Wednesday, December 10, 2008

Is Microblogging Realy Micro Blogging?

I wasn't a fan of microblogging or Twitter when I first heard about them, but I have come around. My problem with microblogging now is the word. Obviously the messages we send on Twitter-like services (something I will be posting about soon) are considerd micro, but are they really "blog-like?"

I've linked this site before, but Microblink shares news on all the microblogging news. Mike Templeton of microblink.com defined microblogging a month ago. Here is what he defines it as...
microblogging [mahy-kroh-blŏg-ing] verb
A small-scale form of blogging, generally made up of short, succinct messages, used by both consumers and businesses to share news, post status updates and carry on conversations.

It is definitely small-scale messages to share news, post status updates, and carry on conversations. But these short messages are basically instant messages sent to the people you are either friends with or are following you.

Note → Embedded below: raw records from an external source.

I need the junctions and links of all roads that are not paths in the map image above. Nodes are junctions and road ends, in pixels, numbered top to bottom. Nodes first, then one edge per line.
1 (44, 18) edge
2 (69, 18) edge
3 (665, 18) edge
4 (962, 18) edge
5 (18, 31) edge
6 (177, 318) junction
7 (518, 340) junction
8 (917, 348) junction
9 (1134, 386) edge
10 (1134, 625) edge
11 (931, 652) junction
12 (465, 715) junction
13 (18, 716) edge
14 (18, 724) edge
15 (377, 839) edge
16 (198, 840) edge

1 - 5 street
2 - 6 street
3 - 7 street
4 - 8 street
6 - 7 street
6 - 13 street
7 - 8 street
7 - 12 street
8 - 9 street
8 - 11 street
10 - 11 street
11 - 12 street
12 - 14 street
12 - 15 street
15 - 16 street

If you look at Wikipedia's definition of blogging you will see that basically sharing news is the only thing the two definitions have in common.
A blog (a contraction of the term "Web log") is a Web site, usually maintained by an individual with regular entries of commentary, descriptions of events, or other material such as graphics or video.

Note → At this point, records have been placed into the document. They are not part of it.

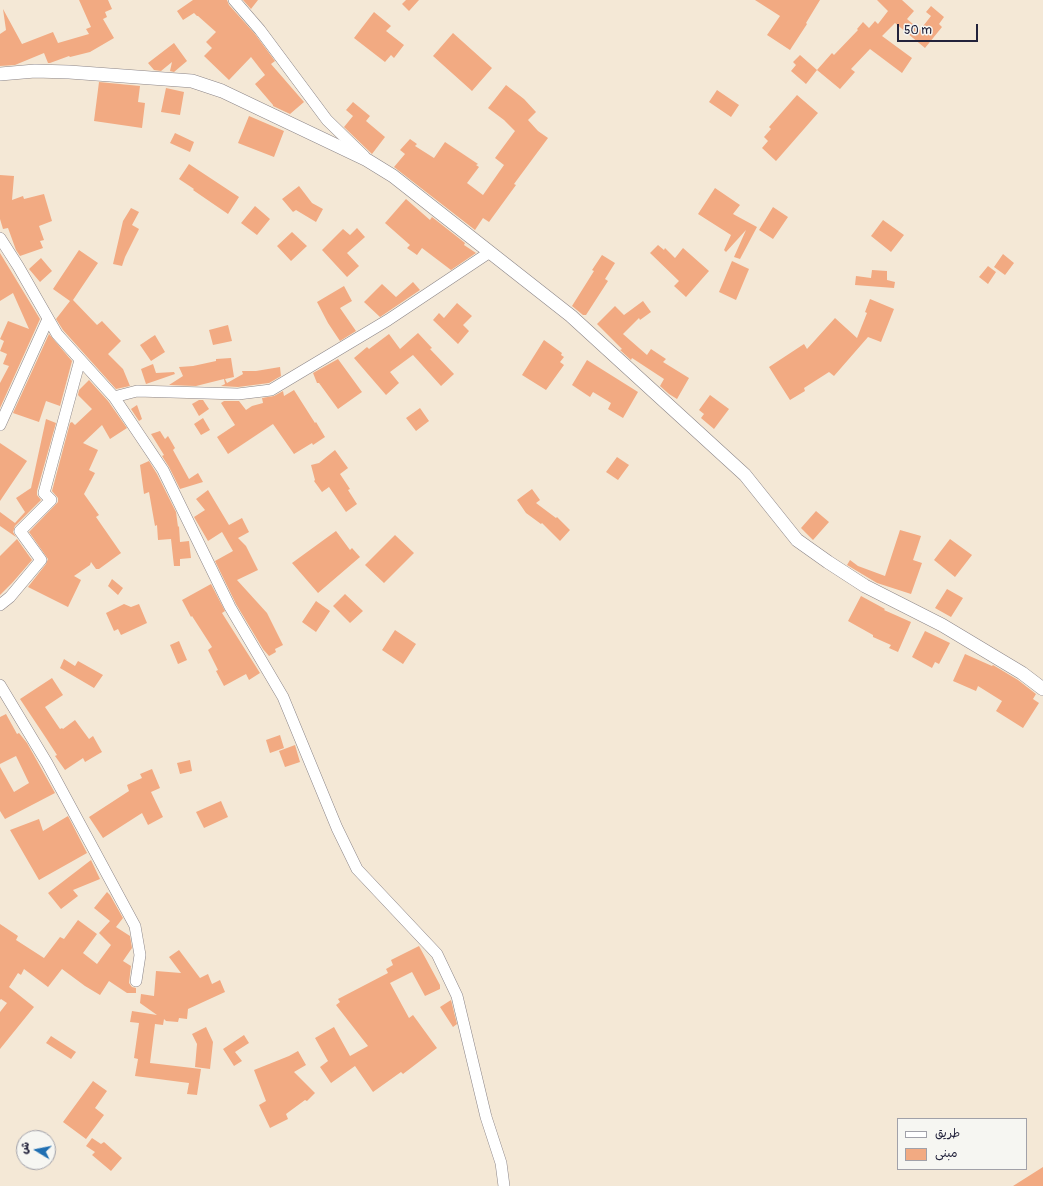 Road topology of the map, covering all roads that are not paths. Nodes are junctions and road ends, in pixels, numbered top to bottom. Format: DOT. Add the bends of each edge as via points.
graph roads {
  1 [pos="234,0"];
  2 [pos="0,74"];
  3 [pos="367,160"];
  4 [pos="0,238"];
  5 [pos="490,252"];
  6 [pos="48,319"];
  7 [pos="80,360"];
  8 [pos="114,397"];
  9 [pos="0,425"];
  10 [pos="0,605"];
  11 [pos="0,685"];
  12 [pos="1043,689"];
  13 [pos="136,981"];
  14 [pos="504,1186"];
  1 -- 3 [label="street" via="260,30 327,120"];
  2 -- 3 [label="street" via="69,72 192,81 222,90"];
  3 -- 5 [label="street" via="393,176"];
  4 -- 6 [label="street"];
  5 -- 8 [label="street" via="388,320 271,390 238,394 137,391"];
  5 -- 12 [label="street" via="571,316 745,475 797,540 865,586 942,625 1022,673"];
  6 -- 7 [label="street" via="57,334"];
  6 -- 9 [label="street"];
  7 -- 8 [label="street"];
  7 -- 10 [label="street" via="44,493 51,500 20,531 41,560 10,597"];
  8 -- 14 [label="street" via="163,470 230,607 283,697 337,828 357,868 437,954 457,996 486,1117 501,1163"];
  11 -- 13 [label="street" via="47,763 135,926 140,955"];
}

Now I really like the definition Mike Templeton and the team from Microblink.com came up with, but I think the term microblogging still needs some work. I'm just really sure which direction that work needs to head.

Do you have any ideas? Do you agree or disagree? Leave a comment below.

2 comments:

Mike Templeton said...

I think they have more in common that you realize. Think about the definition for a blog: "maintained by an individual with regular entries of commentary, descriptions of events or other material."

That right there describes Twitter perfectly. Each account is a log of regular entries posted by an individual, including commentary, live tweets from events or links to other content. The micro part of the term comes into play based on the usual size of these messages. While blog posts are generally several hundred words, microblog posts (or tweets) are generally only a hundred or so characters.

Thanks again for linking out to us! We're happy to participate and include our opinions when we can.